Dataset content ▸
▼
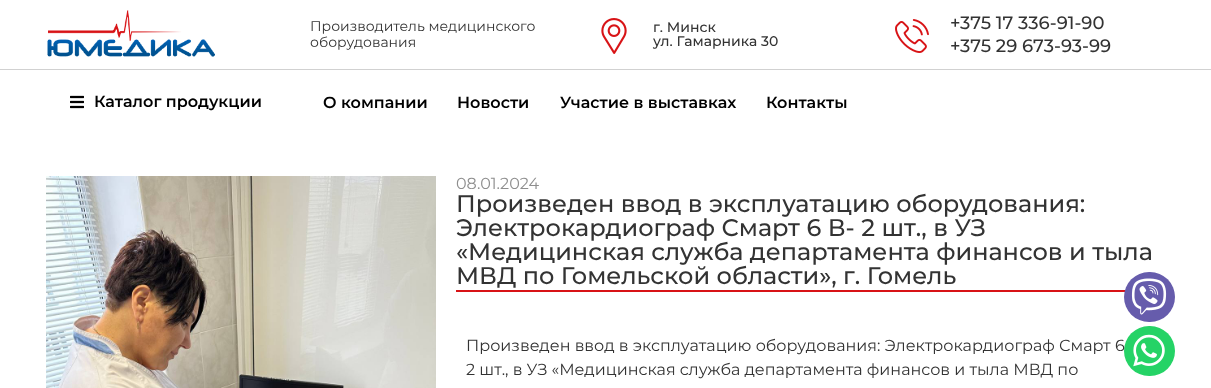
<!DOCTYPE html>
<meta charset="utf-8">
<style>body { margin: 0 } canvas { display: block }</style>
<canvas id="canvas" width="1211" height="388"></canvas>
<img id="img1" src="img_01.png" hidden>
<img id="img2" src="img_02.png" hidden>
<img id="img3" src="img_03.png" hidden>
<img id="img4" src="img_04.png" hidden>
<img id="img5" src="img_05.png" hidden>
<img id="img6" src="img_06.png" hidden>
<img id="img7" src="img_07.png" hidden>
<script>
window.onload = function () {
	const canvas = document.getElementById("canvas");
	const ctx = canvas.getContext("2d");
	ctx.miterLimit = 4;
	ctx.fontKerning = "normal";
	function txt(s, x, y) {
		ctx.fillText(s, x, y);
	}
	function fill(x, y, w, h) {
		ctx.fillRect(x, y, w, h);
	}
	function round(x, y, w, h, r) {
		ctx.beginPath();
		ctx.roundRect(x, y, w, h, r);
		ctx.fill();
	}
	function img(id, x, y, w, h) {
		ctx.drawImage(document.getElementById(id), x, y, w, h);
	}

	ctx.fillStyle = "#FFFFFF";
	fill(0, 0, 1211, 388);
	ctx.fillStyle = "#D1D1D1";
	fill(0, 69, 1211, 1);
	img("img1", 47, 10, 168, 47);
	img("img2", 601, 18, 26, 36);
	img("img3", 895, 19, 34, 34);
	img("img4", 70, 95, 14, 14);
	img("img5", 46, 176, 390, 212);
	ctx.fillStyle = "#D81316";
	fill(456, 290, 669, 2);
	ctx.fillStyle = "#665CAC";
	round(1124, 272, 51, 50, 25);
	img("img6", 1131, 278, 36, 37);
	ctx.fillStyle = "#25D366";
	round(1124, 326, 51, 50, 25);
	img("img7", 1133, 334, 32, 33);
	ctx.font = "14px Montserrat";
	ctx.fillStyle = "#333333";
	txt("Производитель медицинского", 310, 31);
	txt("оборудования", 310, 47);
	ctx.font = "500 14px Montserrat";
	txt("г. Минск", 653, 32);
	txt("ул. Гамарника 30", 653, 46);
	ctx.font = "500 18px Montserrat";
	txt("+375 17 336-91-90", 950, 29);
	txt("+375 29 673-93-99", 950, 52);
	ctx.font = "600 16px Montserrat";
	ctx.fillStyle = "#000000";
	txt("Каталог продукции", 94, 107);
	txt("О компании", 323, 108);
	txt("Новости", 457, 108);
	txt("Участие в выставках", 560, 108);
	txt("Контакты", 766, 108);
	ctx.font = "16px Montserrat";
	ctx.fillStyle = "#8E8E8E";
	txt("08.01.2024", 456, 189);
	ctx.font = "500 24px Montserrat";
	ctx.fillStyle = "#333333";
	txt("Произведен ввод в эксплуатацию оборудования:", 456, 212);
	txt("Электрокардиограф Смарт 6 В- 2 шт., в УЗ", 456, 236);
	txt("«Медицинская служба департамента финансов и тыла", 456, 260);
	txt("МВД по Гомельской области», г. Гомель", 456, 284);
	ctx.font = "16px Montserrat";
	txt("Произведен ввод в эксплуатацию оборудования: Электрокардиограф Смарт 6", 466, 351);
	txt("2 шт., в УЗ «Медицинская служба департамента финансов и тыла МВД по", 466, 375);
};
</script>
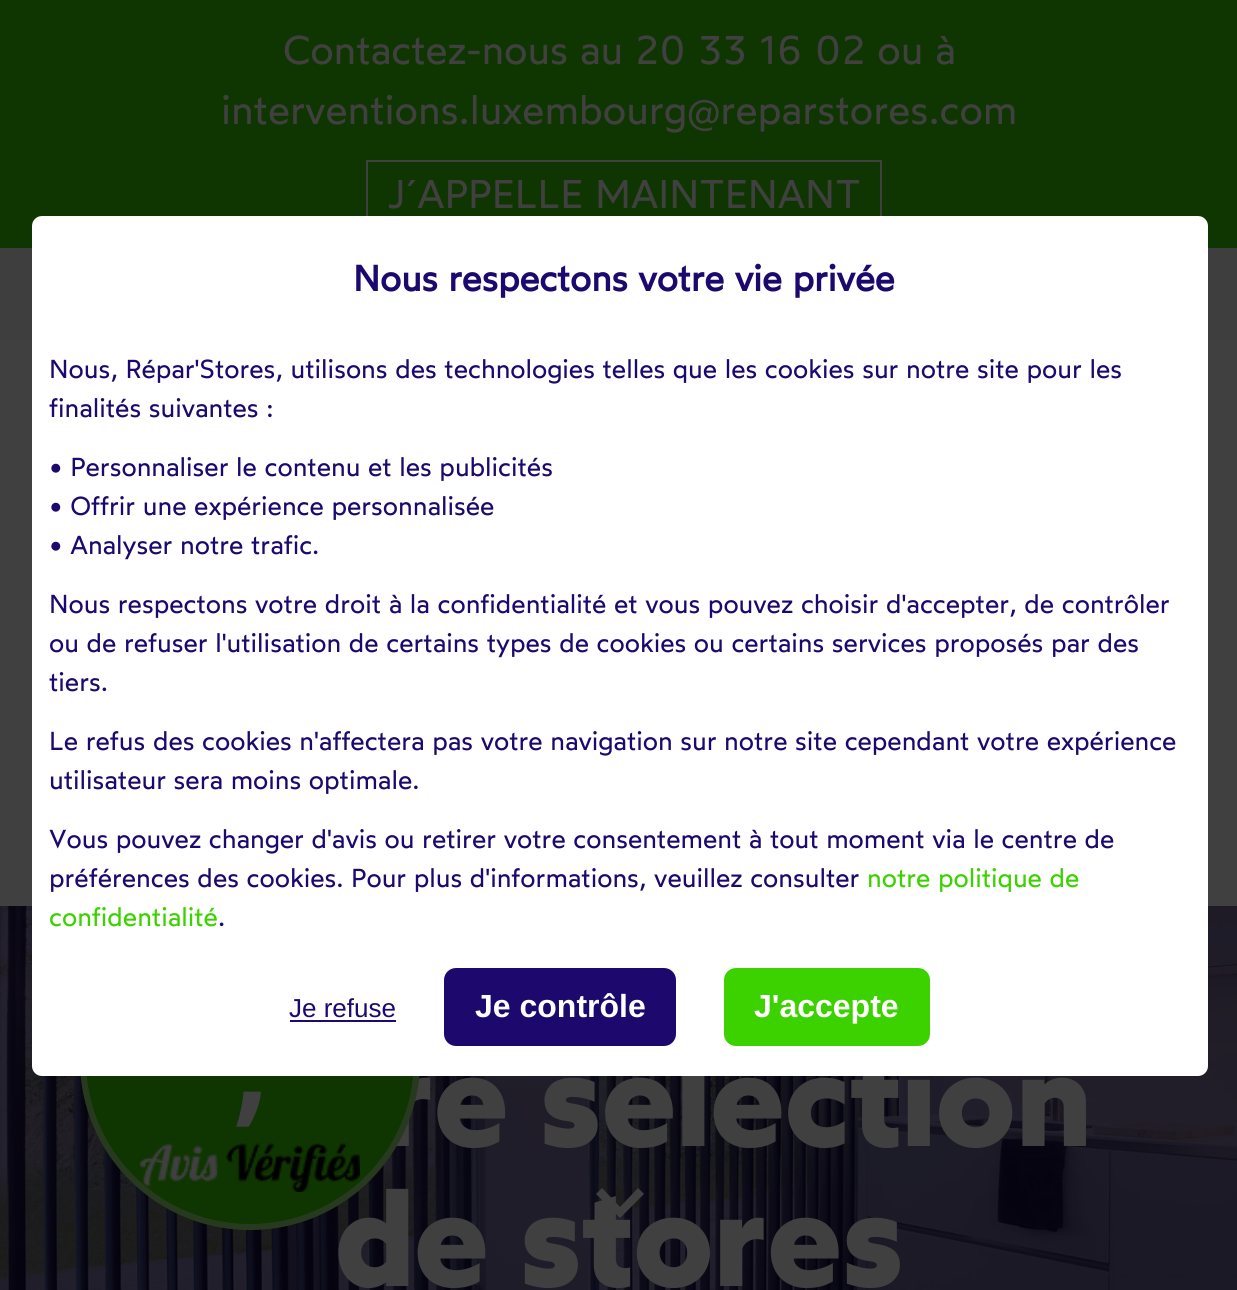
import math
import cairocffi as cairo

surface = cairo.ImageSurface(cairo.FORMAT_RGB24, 1237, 1290)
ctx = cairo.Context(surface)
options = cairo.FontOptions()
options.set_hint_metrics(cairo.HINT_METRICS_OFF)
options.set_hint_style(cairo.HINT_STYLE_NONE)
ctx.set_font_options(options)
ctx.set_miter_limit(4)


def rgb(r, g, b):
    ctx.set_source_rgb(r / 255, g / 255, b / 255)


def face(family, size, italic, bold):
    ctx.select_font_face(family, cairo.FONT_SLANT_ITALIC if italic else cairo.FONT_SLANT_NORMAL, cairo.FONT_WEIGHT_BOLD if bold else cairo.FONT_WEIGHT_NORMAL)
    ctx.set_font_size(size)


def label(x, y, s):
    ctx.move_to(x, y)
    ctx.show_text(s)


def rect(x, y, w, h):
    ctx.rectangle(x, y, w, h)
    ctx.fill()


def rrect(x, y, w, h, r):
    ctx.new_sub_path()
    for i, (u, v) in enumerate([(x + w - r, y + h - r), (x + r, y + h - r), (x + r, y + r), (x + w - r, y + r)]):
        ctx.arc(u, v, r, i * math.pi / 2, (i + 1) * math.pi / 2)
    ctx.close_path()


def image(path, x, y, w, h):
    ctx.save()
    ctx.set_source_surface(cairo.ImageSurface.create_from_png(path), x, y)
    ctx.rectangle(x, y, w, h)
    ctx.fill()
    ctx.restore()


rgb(255, 255, 255)
ctx.paint()
image('image0.png', 0, 906, 1237, 384)
face('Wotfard', 134, 0, 1)
rgb(64, 64, 64)
label(380, 1146, 're sélection')
label(335, 1286, 'de stores')
rgb(15, 53, 0)
ctx.new_path()
ctx.arc(250, 1060, 170, 0, 2 * math.pi)
ctx.fill()
ctx.arc(250, 1060, 167, 0, 2 * math.pi)
ctx.set_source_rgba(0.251, 0.251, 0.251, 0.5)
ctx.set_line_width(6)
ctx.stroke()
rgb(64, 64, 64)
rect(0, 340, 1237, 566)
rgb(15, 53, 0)
rect(0, 0, 1237, 248)
face('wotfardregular', 40, 0, 0)
rgb(64, 64, 64)
label(283, 64, 'Contactez-nous au 20 33 16 02 ou à')
label(221, 124, 'interventions.luxembourg@reparstores.com')
ctx.rectangle(367, 161, 514, 66)
ctx.set_line_width(2)
ctx.stroke()
label(387, 208, 'J´APPELLE MAINTENANT')
rgb(62, 62, 62)
rect(0, 248, 1237, 92)
rgb(255, 255, 255)
rrect(32, 216, 1176, 860, 10)
ctx.fill()
face('wotfardregular', 36, 0, 1)
rgb(29, 9, 110)
label(353, 291, 'Nous respectons votre vie privée')
face('wotfardregular', 26, 0, 0)
label(49, 378, 'Nous, Répar\'Stores, utilisons des technologies telles que les cookies sur notre site pour les')
label(49, 417, 'finalités suivantes :')
label(49, 476, '• Personnaliser le contenu et les publicités')
label(49, 515, '• Offrir une expérience personnalisée')
label(49, 554, '• Analyser notre trafic.')
label(49, 613, 'Nous respectons votre droit à la confidentialité et vous pouvez choisir d\'accepter, de contrôler')
label(49, 652, 'ou de refuser l\'utilisation de certains types de cookies ou certains services proposés par des')
label(49, 691, 'tiers.')
label(49, 750, 'Le refus des cookies n\'affectera pas votre navigation sur notre site cependant votre expérience')
label(49, 789, 'utilisateur sera moins optimale.')
label(49, 848, 'Vous pouvez changer d\'avis ou retirer votre consentement à tout moment via le centre de')
label(49, 887, 'préférences des cookies. Pour plus d\'informations, veuillez consulter')
rgb(60, 210, 0)
label(867, 887, 'notre politique de')
label(49, 926, 'confidentialité')
rgb(29, 9, 110)
label(218, 926, '.')
face('Liberation Sans', 26, 0, 0)
label(289, 1017, 'Je refuse')
rect(290, 1020, 106, 2)
rrect(444, 968, 232, 78, 12)
ctx.fill()
face('Liberation Sans', 32, 0, 1)
rgb(255, 255, 255)
label(475, 1017, 'Je contrôle')
rgb(60, 210, 0)
rrect(724, 968, 206, 78, 12)
ctx.fill()
rgb(255, 255, 255)
label(754, 1017, 'J\'accepte')
face('Wotfard SemiBold', 120, 0, 0)
rgb(64, 64, 64)
label(231, 1107, ',')
image('image1.png', 140, 1143, 220, 49)
ctx.new_path()
ctx.move_to(602, 1188)
ctx.line_to(620, 1207)
ctx.line_to(638, 1188)
ctx.line_to(644, 1194)
ctx.line_to(620, 1218)
ctx.line_to(596, 1194)
ctx.close_path()
ctx.fill()
surface.write_to_png('render.png')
▲
To do ▸ Reproduce, word for word and in full, only the lines above that start at the line with "ctx.miterLimit = 4;" and run through the line with "function img(id, x, y, w, h)", both ends included.

Solution to this exercise ▸
	ctx.miterLimit = 4;
	ctx.fontKerning = "normal";
	function txt(s, x, y) {
		ctx.fillText(s, x, y);
	}
	function fill(x, y, w, h) {
		ctx.fillRect(x, y, w, h);
	}
	function round(x, y, w, h, r) {
		ctx.beginPath();
		ctx.roundRect(x, y, w, h, r);
		ctx.fill();
	}
	function img(id, x, y, w, h) {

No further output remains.